# Your instructions:
One figure is the whole answer: the number of lines below that contain the word "Tyler".
________________________
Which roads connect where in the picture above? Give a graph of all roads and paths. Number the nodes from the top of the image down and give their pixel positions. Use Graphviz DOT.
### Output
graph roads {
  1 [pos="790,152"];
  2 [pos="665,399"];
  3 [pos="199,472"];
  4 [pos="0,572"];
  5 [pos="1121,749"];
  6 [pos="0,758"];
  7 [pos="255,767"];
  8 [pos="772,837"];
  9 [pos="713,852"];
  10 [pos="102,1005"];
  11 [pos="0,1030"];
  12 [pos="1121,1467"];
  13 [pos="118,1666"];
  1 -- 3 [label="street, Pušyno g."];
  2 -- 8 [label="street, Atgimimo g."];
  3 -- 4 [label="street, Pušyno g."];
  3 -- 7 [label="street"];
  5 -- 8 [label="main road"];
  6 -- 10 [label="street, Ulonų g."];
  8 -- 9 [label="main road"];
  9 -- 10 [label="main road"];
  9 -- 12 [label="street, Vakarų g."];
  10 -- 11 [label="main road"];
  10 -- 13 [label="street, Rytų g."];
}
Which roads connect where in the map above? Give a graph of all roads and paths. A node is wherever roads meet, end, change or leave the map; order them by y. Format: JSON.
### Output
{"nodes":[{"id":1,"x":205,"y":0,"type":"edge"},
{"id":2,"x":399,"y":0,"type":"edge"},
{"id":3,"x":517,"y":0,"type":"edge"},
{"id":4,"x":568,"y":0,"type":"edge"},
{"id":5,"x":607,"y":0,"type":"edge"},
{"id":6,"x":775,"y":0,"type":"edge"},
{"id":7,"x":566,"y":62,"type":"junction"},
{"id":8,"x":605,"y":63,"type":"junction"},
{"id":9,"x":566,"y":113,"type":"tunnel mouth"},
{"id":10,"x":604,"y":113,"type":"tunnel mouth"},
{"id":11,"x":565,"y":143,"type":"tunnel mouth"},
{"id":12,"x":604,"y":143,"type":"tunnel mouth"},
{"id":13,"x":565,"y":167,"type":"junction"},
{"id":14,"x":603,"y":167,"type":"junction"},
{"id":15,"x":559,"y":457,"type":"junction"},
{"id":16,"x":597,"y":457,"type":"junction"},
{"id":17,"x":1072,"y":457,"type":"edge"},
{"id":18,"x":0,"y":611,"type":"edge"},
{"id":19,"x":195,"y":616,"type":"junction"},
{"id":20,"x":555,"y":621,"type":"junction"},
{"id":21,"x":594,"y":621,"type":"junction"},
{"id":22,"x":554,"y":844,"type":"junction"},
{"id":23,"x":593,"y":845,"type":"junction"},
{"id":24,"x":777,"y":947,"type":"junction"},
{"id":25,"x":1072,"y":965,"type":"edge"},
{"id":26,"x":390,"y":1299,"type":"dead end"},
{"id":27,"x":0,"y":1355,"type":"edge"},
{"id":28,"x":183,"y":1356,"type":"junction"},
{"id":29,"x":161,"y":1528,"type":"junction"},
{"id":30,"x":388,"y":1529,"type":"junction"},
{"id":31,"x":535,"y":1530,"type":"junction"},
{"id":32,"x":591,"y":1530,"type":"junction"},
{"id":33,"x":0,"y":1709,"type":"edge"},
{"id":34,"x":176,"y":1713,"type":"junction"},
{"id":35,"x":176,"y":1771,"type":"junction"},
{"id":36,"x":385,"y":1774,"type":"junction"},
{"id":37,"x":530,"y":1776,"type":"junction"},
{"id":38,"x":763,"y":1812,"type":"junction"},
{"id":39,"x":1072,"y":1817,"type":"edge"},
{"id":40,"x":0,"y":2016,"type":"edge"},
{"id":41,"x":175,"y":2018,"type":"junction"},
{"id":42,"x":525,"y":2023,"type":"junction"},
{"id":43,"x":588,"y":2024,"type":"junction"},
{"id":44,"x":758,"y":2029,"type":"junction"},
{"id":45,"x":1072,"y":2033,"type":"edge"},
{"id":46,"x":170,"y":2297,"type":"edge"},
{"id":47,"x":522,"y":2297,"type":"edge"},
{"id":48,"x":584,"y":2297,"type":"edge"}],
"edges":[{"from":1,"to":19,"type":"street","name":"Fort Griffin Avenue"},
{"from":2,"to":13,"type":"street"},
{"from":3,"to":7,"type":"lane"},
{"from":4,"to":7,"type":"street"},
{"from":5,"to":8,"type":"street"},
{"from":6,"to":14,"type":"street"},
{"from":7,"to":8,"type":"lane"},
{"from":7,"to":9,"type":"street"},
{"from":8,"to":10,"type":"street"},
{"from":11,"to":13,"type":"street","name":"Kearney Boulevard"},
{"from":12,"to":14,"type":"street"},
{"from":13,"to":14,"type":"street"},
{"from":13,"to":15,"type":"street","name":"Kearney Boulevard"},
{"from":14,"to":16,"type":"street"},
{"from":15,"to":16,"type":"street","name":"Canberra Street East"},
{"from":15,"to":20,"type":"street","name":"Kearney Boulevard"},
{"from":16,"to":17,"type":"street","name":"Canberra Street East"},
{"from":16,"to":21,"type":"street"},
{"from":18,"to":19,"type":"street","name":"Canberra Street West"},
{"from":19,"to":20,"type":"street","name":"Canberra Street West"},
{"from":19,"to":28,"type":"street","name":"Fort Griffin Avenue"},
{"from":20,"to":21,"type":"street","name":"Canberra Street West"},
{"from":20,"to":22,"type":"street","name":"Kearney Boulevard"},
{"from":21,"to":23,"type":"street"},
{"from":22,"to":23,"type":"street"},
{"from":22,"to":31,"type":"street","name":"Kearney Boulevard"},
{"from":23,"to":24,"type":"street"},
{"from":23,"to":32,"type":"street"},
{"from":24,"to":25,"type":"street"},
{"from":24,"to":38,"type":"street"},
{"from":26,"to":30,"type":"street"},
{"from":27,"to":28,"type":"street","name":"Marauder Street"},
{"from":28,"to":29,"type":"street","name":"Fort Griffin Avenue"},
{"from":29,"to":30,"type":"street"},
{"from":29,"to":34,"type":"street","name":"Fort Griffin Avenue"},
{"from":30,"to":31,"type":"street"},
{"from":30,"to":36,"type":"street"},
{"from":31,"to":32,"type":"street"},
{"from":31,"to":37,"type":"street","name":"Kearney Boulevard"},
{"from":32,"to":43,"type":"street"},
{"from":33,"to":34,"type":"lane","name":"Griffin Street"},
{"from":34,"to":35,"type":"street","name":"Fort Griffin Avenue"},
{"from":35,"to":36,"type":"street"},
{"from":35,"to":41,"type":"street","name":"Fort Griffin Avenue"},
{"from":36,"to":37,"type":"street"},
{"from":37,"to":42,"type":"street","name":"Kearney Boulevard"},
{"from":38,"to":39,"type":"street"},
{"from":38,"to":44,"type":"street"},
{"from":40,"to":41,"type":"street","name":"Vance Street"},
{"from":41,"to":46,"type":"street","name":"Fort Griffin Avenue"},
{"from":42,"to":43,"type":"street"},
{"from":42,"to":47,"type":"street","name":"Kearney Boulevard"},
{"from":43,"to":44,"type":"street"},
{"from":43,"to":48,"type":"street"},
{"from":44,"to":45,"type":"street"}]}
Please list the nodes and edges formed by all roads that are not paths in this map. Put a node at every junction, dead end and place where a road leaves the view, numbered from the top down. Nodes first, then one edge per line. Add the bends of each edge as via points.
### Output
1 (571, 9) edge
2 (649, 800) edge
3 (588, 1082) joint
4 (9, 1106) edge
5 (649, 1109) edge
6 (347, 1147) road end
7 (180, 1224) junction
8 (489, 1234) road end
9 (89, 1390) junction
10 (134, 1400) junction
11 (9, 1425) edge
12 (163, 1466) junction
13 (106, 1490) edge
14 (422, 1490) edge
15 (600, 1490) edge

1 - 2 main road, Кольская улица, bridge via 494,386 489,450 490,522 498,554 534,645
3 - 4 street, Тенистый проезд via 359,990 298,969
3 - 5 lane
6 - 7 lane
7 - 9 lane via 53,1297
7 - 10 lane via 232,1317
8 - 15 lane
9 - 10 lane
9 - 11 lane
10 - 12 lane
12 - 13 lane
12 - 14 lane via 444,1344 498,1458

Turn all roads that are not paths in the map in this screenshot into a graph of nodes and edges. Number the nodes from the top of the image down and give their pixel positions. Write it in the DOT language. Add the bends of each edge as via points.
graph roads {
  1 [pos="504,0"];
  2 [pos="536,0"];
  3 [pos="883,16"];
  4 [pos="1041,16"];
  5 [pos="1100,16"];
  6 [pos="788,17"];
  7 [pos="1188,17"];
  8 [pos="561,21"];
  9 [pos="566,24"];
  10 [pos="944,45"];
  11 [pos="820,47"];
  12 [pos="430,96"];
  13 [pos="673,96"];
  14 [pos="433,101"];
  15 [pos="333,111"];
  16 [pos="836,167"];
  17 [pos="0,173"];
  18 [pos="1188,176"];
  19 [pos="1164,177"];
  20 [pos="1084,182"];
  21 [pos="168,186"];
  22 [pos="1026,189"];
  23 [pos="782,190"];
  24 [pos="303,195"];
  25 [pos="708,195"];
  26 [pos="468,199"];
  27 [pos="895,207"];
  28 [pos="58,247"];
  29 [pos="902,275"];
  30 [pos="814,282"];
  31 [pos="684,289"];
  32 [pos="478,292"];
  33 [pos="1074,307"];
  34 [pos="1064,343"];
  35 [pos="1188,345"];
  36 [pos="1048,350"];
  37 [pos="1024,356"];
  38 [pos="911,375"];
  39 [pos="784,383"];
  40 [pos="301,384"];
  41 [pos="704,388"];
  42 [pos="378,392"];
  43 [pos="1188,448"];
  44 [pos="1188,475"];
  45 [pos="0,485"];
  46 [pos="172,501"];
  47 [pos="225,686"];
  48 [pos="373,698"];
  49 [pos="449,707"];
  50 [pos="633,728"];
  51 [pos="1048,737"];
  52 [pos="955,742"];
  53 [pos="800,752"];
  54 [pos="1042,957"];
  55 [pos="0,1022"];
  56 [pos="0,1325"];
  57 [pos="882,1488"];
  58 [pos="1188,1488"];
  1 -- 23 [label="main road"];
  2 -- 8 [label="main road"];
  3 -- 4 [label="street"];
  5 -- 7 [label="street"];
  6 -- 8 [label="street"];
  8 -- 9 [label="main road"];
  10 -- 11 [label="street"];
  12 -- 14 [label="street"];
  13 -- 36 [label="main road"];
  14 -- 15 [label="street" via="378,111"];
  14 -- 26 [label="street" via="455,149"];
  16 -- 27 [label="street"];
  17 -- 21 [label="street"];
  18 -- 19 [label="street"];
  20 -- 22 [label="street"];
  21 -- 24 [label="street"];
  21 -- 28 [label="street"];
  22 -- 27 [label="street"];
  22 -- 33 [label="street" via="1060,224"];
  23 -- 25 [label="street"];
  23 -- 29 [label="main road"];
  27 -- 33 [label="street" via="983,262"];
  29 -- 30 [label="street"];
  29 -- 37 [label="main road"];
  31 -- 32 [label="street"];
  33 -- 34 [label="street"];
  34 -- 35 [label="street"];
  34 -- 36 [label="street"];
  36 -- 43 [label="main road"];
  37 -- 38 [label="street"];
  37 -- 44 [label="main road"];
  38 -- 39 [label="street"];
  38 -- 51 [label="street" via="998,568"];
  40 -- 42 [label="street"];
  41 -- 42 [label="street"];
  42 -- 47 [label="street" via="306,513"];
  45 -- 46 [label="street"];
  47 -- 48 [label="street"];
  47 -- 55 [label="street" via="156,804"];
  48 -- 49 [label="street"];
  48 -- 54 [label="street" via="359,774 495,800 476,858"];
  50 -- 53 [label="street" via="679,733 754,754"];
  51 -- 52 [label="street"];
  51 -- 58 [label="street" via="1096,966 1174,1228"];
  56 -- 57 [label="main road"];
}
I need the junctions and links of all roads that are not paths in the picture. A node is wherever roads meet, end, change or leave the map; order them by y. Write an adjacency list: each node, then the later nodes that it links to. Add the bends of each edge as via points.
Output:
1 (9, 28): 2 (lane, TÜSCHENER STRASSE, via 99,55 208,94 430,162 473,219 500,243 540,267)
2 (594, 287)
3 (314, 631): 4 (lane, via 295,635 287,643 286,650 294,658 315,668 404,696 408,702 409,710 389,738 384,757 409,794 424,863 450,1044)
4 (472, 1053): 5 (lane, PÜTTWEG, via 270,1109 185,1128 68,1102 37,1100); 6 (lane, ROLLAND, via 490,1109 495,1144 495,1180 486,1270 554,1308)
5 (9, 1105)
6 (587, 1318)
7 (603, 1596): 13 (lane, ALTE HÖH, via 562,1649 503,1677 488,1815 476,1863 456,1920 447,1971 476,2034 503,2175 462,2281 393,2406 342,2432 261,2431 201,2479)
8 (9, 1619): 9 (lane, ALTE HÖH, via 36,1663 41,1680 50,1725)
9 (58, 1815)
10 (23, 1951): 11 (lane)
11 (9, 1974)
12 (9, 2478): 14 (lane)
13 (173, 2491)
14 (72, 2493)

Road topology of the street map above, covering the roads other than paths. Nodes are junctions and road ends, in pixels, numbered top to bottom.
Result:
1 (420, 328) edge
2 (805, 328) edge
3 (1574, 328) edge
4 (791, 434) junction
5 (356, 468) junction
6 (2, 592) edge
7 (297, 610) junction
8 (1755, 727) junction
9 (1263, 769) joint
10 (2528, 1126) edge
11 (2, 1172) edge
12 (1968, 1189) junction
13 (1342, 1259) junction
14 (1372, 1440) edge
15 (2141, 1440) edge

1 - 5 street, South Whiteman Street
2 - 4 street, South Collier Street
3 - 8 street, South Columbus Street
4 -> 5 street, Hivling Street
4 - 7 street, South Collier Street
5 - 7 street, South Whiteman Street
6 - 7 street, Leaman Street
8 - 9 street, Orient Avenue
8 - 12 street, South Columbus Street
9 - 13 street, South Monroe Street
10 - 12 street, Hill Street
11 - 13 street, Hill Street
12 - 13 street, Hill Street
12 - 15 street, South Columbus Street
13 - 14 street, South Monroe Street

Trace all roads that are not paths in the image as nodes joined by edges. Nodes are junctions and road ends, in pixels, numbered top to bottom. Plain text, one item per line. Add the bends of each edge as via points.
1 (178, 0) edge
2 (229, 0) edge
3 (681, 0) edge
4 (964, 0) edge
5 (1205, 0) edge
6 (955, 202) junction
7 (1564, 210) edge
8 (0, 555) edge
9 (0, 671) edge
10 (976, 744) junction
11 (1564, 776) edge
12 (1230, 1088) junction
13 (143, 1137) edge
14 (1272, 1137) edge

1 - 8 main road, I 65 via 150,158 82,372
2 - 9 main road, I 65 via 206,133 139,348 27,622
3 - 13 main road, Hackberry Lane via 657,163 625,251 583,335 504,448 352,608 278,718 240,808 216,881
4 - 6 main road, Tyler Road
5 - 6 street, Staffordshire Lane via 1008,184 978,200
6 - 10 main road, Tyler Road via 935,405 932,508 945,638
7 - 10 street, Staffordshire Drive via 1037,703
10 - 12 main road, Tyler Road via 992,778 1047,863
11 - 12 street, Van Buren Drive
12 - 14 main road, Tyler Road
________________________
# Task output:
4